(Data supplied Opens)

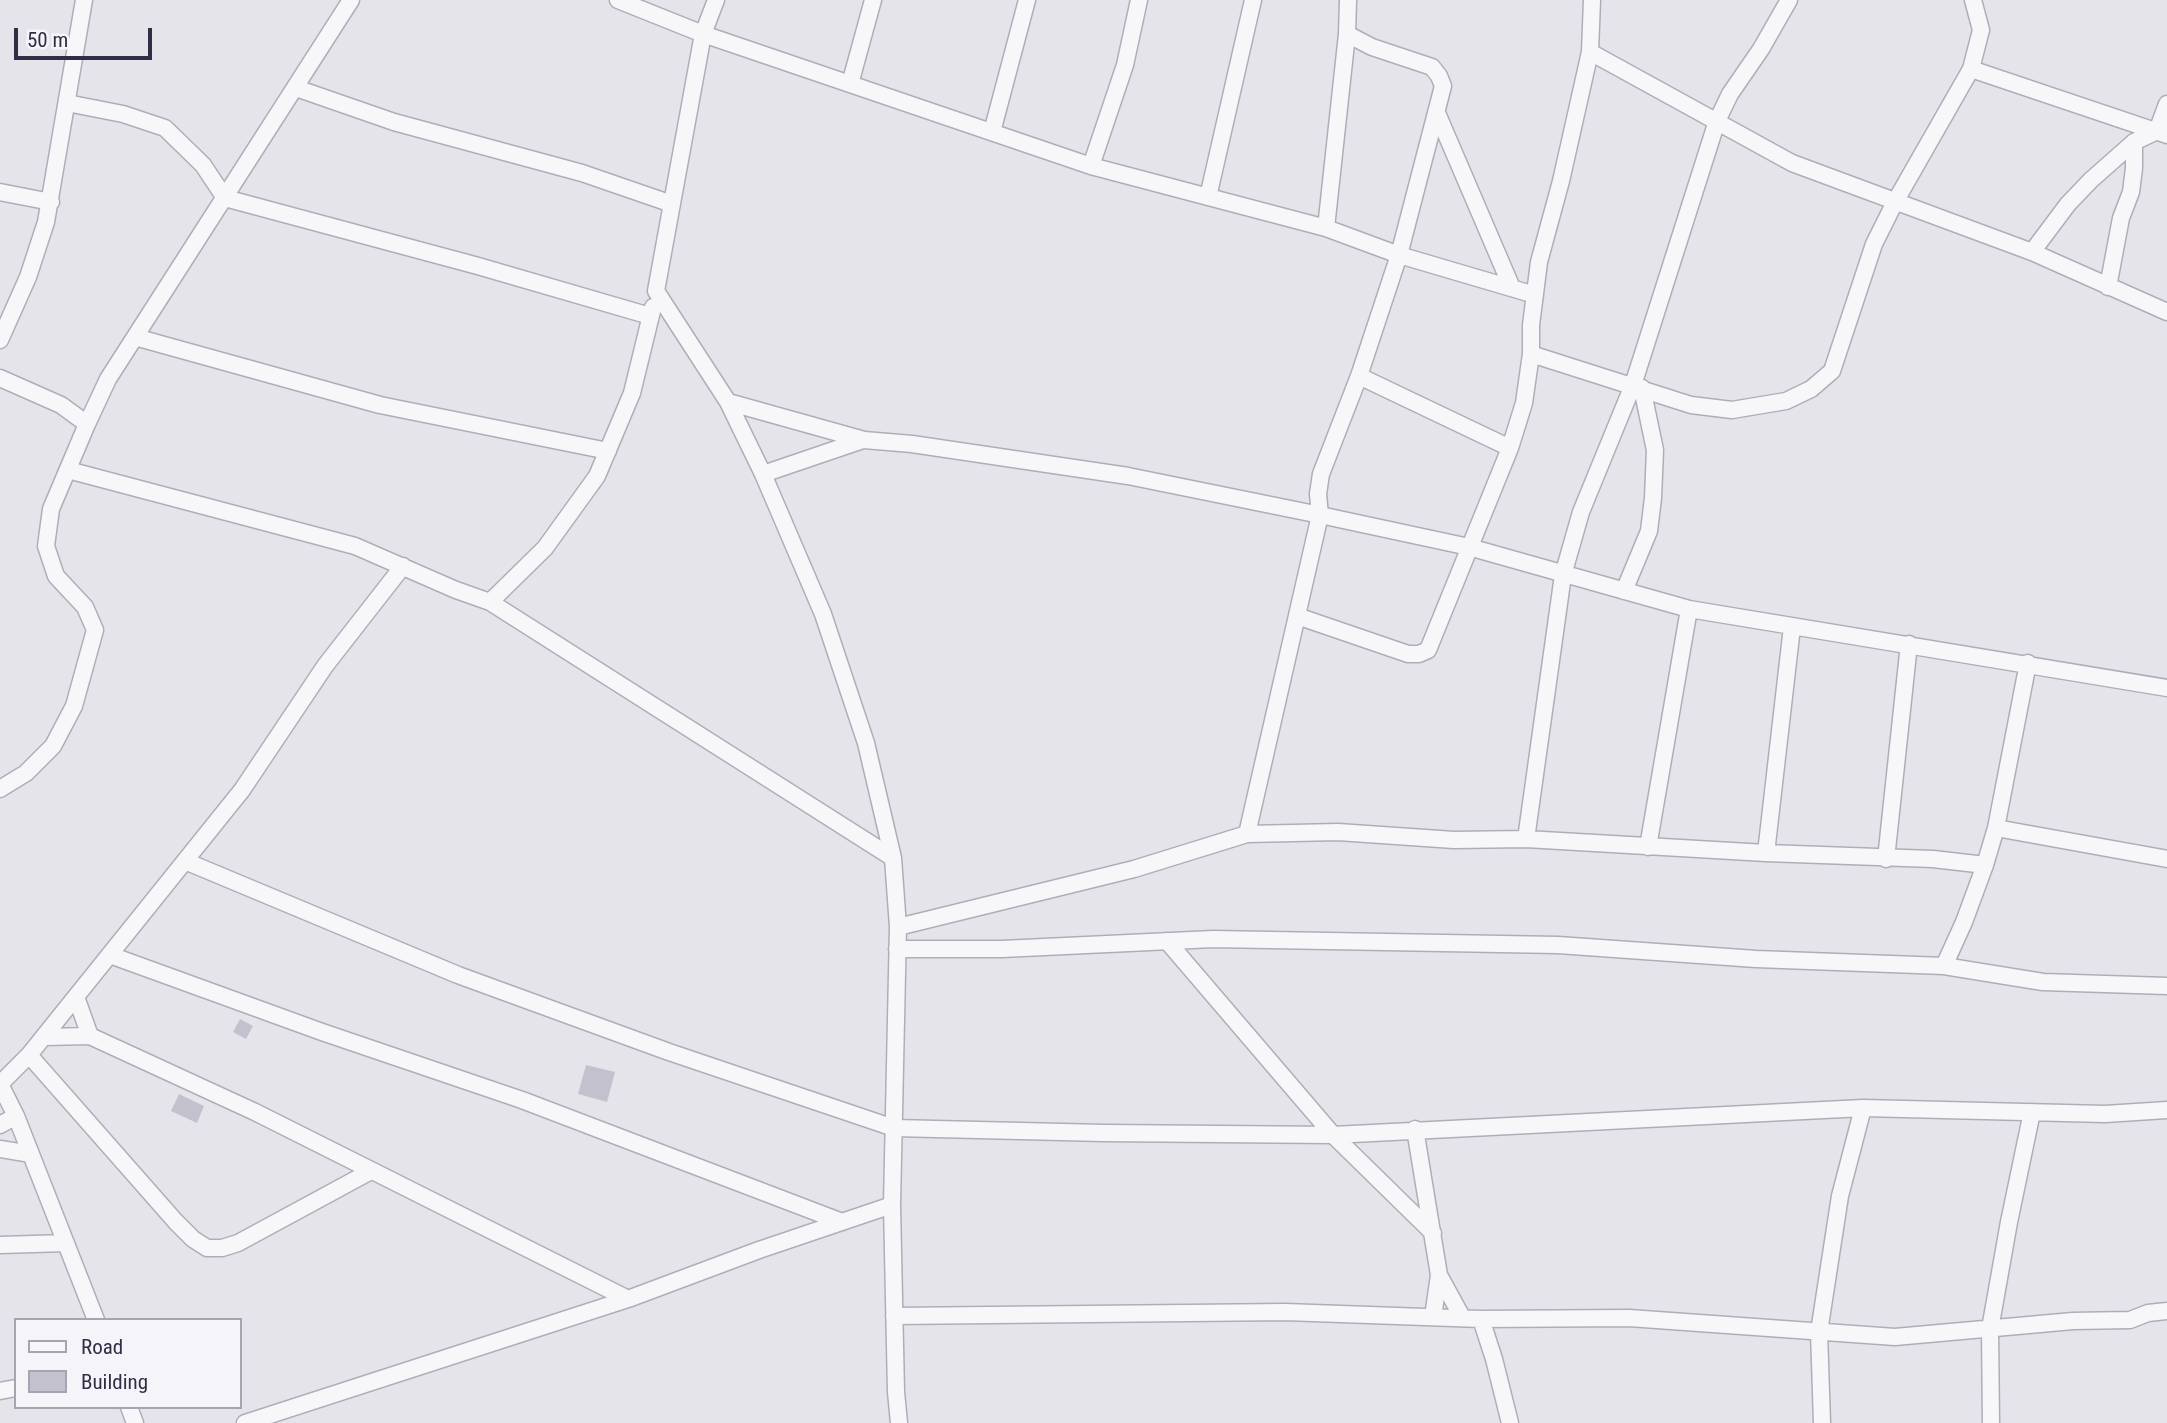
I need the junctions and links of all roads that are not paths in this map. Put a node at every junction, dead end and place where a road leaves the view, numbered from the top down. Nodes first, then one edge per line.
1 (84, 0) edge
2 (351, 0) edge
3 (618, 0) edge
4 (716, 0) edge
5 (873, 0) edge
6 (1027, 0) edge
7 (1139, 0) edge
8 (1253, 0) edge
9 (1348, 0) edge
10 (1592, 0) edge
11 (1789, 0) edge
12 (1973, 0) edge
13 (703, 34) junction
14 (1347, 34) junction
15 (1590, 52) junction
16 (1970, 69) junction
17 (850, 84) junction
18 (296, 88) junction
19 (67, 103) junction
20 (2167, 104) edge
21 (1437, 113) junction
22 (1717, 121) junction
23 (992, 132) junction
24 (2162, 133) edge
25 (2134, 142) junction
26 (1091, 166) junction
27 (0, 191) edge
28 (1209, 197) junction
29 (225, 198) junction
30 (51, 202) junction
31 (1895, 202) junction
32 (672, 204) junction
33 (1326, 228) junction
34 (2032, 252) junction
35 (1399, 255) junction
36 (2108, 287) junction
37 (1512, 288) junction
38 (656, 291) junction
39 (1535, 295) junction
40 (2167, 312) edge
41 (650, 316) junction
42 (135, 337) junction
43 (0, 340) edge
44 (1531, 354) junction
45 (1359, 376) junction
46 (0, 378) edge
47 (1637, 386) junction
48 (729, 402) junction
49 (87, 424) junction
50 (864, 440) junction
51 (1510, 448) junction
52 (608, 451) junction
53 (68, 470) junction
54 (763, 474) junction
55 (1320, 514) junction
56 (1469, 547) junction
57 (403, 566) junction
58 (1563, 575) junction
59 (1624, 591) junction
60 (490, 602) junction
61 (1689, 609) junction
62 (1297, 616) junction
63 (1792, 627) junction
64 (1909, 644) junction
65 (2028, 663) junction
66 (2167, 688) edge
67 (0, 789) edge
68 (1996, 828) junction
69 (1247, 834) junction
70 (1526, 839) junction
71 (1648, 847) junction
72 (1766, 853) junction
73 (893, 858) junction
74 (1886, 859) junction
75 (2167, 859) edge
76 (185, 861) junction
77 (1985, 865) junction
78 (898, 927) junction
79 (1167, 941) junction
80 (897, 949) junction
81 (110, 955) junction
82 (1944, 966) junction
83 (2167, 986) edge
84 (75, 997) junction
85 (90, 1036) junction
86 (44, 1037) junction
87 (29, 1055) junction
88 (0, 1084) edge
89 (1863, 1108) junction
90 (2167, 1110) edge
91 (2032, 1112) junction
92 (16, 1116) junction
93 (0, 1125) edge
94 (894, 1128) junction
95 (1415, 1129) junction
96 (1332, 1135) junction
97 (0, 1149) edge
98 (31, 1154) junction
99 (371, 1171) junction
100 (892, 1205) junction
101 (842, 1222) junction
102 (1433, 1233) junction
103 (66, 1243) junction
104 (0, 1245) edge
105 (1439, 1275) junction
106 (628, 1299) junction
107 (2167, 1311) edge
108 (894, 1315) junction
109 (1433, 1317) junction
110 (1462, 1317) junction
111 (95, 1318) edge
112 (1481, 1319) junction
113 (1990, 1329) junction
114 (1819, 1332) junction
115 (245, 1423) edge
116 (899, 1423) edge
117 (1510, 1423) edge
118 (1822, 1423) edge
119 (1991, 1423) edge

1 - 19 street
2 - 18 street
3 - 13 street
4 - 13 street
5 - 17 street
6 - 23 street
7 - 26 street
8 - 28 street
9 - 14 street
10 - 15 street
11 - 22 street
12 - 16 street
13 - 17 street
13 - 32 street
14 - 21 street
14 - 33 street
15 - 22 street
15 - 39 street
16 - 24 street
16 - 31 street
17 - 23 street
18 - 29 street
18 - 32 street
19 - 29 street
19 - 30 street
20 - 24 street
21 - 35 street
21 - 37 street
22 - 31 street
22 - 47 street
23 - 26 street
24 - 25 street
25 - 34 street
25 - 36 street
26 - 28 street
27 - 30 street
28 - 33 street
29 - 41 street
29 - 42 street
30 - 43 street
31 - 34 street
31 - 47 street
32 - 38 street
33 - 35 street
34 - 36 street
35 - 37 street
35 - 45 street
36 - 40 street
37 - 39 street
38 - 41 street
38 - 48 street
39 - 44 street
41 - 52 street
42 - 49 street
42 - 52 street
44 - 47 street
44 - 51 street
45 - 51 street
45 - 55 street
46 - 49 street
47 - 58 street
47 - 59 street
48 - 50 street
48 - 54 street
49 - 53 street
50 - 54 street
50 - 55 street
51 - 56 street
52 - 60 street
53 - 57 street
53 - 67 street
54 - 73 street
55 - 56 street
55 - 62 street
56 - 58 street
56 - 62 street
57 - 60 street
57 - 76 street
58 - 59 street
58 - 70 street
59 - 61 street
60 - 73 street
61 - 63 street
61 - 71 street
62 - 69 street
63 - 64 street
63 - 72 street
64 - 65 street
64 - 74 street
65 - 66 street
65 - 68 street
68 - 75 street
68 - 77 street
69 - 70 street
69 - 78 street
70 - 71 street
71 - 72 street
72 - 74 street
73 - 78 street
74 - 77 street
76 - 81 street
76 - 94 street
77 - 82 street
78 - 80 street
79 - 80 street
79 - 82 street
79 - 96 street
80 - 94 street
81 - 84 street
81 - 101 street
82 - 83 street
84 - 85 street
84 - 86 street
85 - 86 street
85 - 99 street
86 - 87 street
87 - 88 street
87 - 99 street
88 - 92 street
89 - 91 street
89 - 95 street
89 - 114 street
90 - 91 street
91 - 113 street
92 - 93 street
92 - 98 street
94 - 96 street
94 - 100 street
95 - 96 street
95 - 102 street
96 - 102 street
97 - 98 street
98 - 103 street
99 - 106 street
100 - 101 street
100 - 108 street
101 - 106 street
102 - 105 street
103 - 104 street
103 - 111 street
105 - 109 street
105 - 110 street
106 - 115 street
107 - 113 street
108 - 109 street
108 - 116 street
109 - 110 street
110 - 112 street
112 - 114 street
112 - 117 street
113 - 114 street
113 - 119 street
114 - 118 street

(Data supplied Closes)

*What you are asked to do:*
Output the entries above exactly, without their pictures.

*Exercise output:*
I need the junctions and links of all roads that are not paths in this map. Put a node at every junction, dead end and place where a road leaves the view, numbered from the top down. Nodes first, then one edge per line.
1 (84, 0) edge
2 (351, 0) edge
3 (618, 0) edge
4 (716, 0) edge
5 (873, 0) edge
6 (1027, 0) edge
7 (1139, 0) edge
8 (1253, 0) edge
9 (1348, 0) edge
10 (1592, 0) edge
11 (1789, 0) edge
12 (1973, 0) edge
13 (703, 34) junction
14 (1347, 34) junction
15 (1590, 52) junction
16 (1970, 69) junction
17 (850, 84) junction
18 (296, 88) junction
19 (67, 103) junction
20 (2167, 104) edge
21 (1437, 113) junction
22 (1717, 121) junction
23 (992, 132) junction
24 (2162, 133) edge
25 (2134, 142) junction
26 (1091, 166) junction
27 (0, 191) edge
28 (1209, 197) junction
29 (225, 198) junction
30 (51, 202) junction
31 (1895, 202) junction
32 (672, 204) junction
33 (1326, 228) junction
34 (2032, 252) junction
35 (1399, 255) junction
36 (2108, 287) junction
37 (1512, 288) junction
38 (656, 291) junction
39 (1535, 295) junction
40 (2167, 312) edge
41 (650, 316) junction
42 (135, 337) junction
43 (0, 340) edge
44 (1531, 354) junction
45 (1359, 376) junction
46 (0, 378) edge
47 (1637, 386) junction
48 (729, 402) junction
49 (87, 424) junction
50 (864, 440) junction
51 (1510, 448) junction
52 (608, 451) junction
53 (68, 470) junction
54 (763, 474) junction
55 (1320, 514) junction
56 (1469, 547) junction
57 (403, 566) junction
58 (1563, 575) junction
59 (1624, 591) junction
60 (490, 602) junction
61 (1689, 609) junction
62 (1297, 616) junction
63 (1792, 627) junction
64 (1909, 644) junction
65 (2028, 663) junction
66 (2167, 688) edge
67 (0, 789) edge
68 (1996, 828) junction
69 (1247, 834) junction
70 (1526, 839) junction
71 (1648, 847) junction
72 (1766, 853) junction
73 (893, 858) junction
74 (1886, 859) junction
75 (2167, 859) edge
76 (185, 861) junction
77 (1985, 865) junction
78 (898, 927) junction
79 (1167, 941) junction
80 (897, 949) junction
81 (110, 955) junction
82 (1944, 966) junction
83 (2167, 986) edge
84 (75, 997) junction
85 (90, 1036) junction
86 (44, 1037) junction
87 (29, 1055) junction
88 (0, 1084) edge
89 (1863, 1108) junction
90 (2167, 1110) edge
91 (2032, 1112) junction
92 (16, 1116) junction
93 (0, 1125) edge
94 (894, 1128) junction
95 (1415, 1129) junction
96 (1332, 1135) junction
97 (0, 1149) edge
98 (31, 1154) junction
99 (371, 1171) junction
100 (892, 1205) junction
101 (842, 1222) junction
102 (1433, 1233) junction
103 (66, 1243) junction
104 (0, 1245) edge
105 (1439, 1275) junction
106 (628, 1299) junction
107 (2167, 1311) edge
108 (894, 1315) junction
109 (1433, 1317) junction
110 (1462, 1317) junction
111 (95, 1318) edge
112 (1481, 1319) junction
113 (1990, 1329) junction
114 (1819, 1332) junction
115 (245, 1423) edge
116 (899, 1423) edge
117 (1510, 1423) edge
118 (1822, 1423) edge
119 (1991, 1423) edge

1 - 19 street
2 - 18 street
3 - 13 street
4 - 13 street
5 - 17 street
6 - 23 street
7 - 26 street
8 - 28 street
9 - 14 street
10 - 15 street
11 - 22 street
12 - 16 street
13 - 17 street
13 - 32 street
14 - 21 street
14 - 33 street
15 - 22 street
15 - 39 street
16 - 24 street
16 - 31 street
17 - 23 street
18 - 29 street
18 - 32 street
19 - 29 street
19 - 30 street
20 - 24 street
21 - 35 street
21 - 37 street
22 - 31 street
22 - 47 street
23 - 26 street
24 - 25 street
25 - 34 street
25 - 36 street
26 - 28 street
27 - 30 street
28 - 33 street
29 - 41 street
29 - 42 street
30 - 43 street
31 - 34 street
31 - 47 street
32 - 38 street
33 - 35 street
34 - 36 street
35 - 37 street
35 - 45 street
36 - 40 street
37 - 39 street
38 - 41 street
38 - 48 street
39 - 44 street
41 - 52 street
42 - 49 street
42 - 52 street
44 - 47 street
44 - 51 street
45 - 51 street
45 - 55 street
46 - 49 street
47 - 58 street
47 - 59 street
48 - 50 street
48 - 54 street
49 - 53 street
50 - 54 street
50 - 55 street
51 - 56 street
52 - 60 street
53 - 57 street
53 - 67 street
54 - 73 street
55 - 56 street
55 - 62 street
56 - 58 street
56 - 62 street
57 - 60 street
57 - 76 street
58 - 59 street
58 - 70 street
59 - 61 street
60 - 73 street
61 - 63 street
61 - 71 street
62 - 69 street
63 - 64 street
63 - 72 street
64 - 65 street
64 - 74 street
65 - 66 street
65 - 68 street
68 - 75 street
68 - 77 street
69 - 70 street
69 - 78 street
70 - 71 street
71 - 72 street
72 - 74 street
73 - 78 street
74 - 77 street
76 - 81 street
76 - 94 street
77 - 82 street
78 - 80 street
79 - 80 street
79 - 82 street
79 - 96 street
80 - 94 street
81 - 84 street
81 - 101 street
82 - 83 street
84 - 85 street
84 - 86 street
85 - 86 street
85 - 99 street
86 - 87 street
87 - 88 street
87 - 99 street
88 - 92 street
89 - 91 street
89 - 95 street
89 - 114 street
90 - 91 street
91 - 113 street
92 - 93 street
92 - 98 street
94 - 96 street
94 - 100 street
95 - 96 street
95 - 102 street
96 - 102 street
97 - 98 street
98 - 103 street
99 - 106 street
100 - 101 street
100 - 108 street
101 - 106 street
102 - 105 street
103 - 104 street
103 - 111 street
105 - 109 street
105 - 110 street
106 - 115 street
107 - 113 street
108 - 109 street
108 - 116 street
109 - 110 street
110 - 112 street
112 - 114 street
112 - 117 street
113 - 114 street
113 - 119 street
114 - 118 street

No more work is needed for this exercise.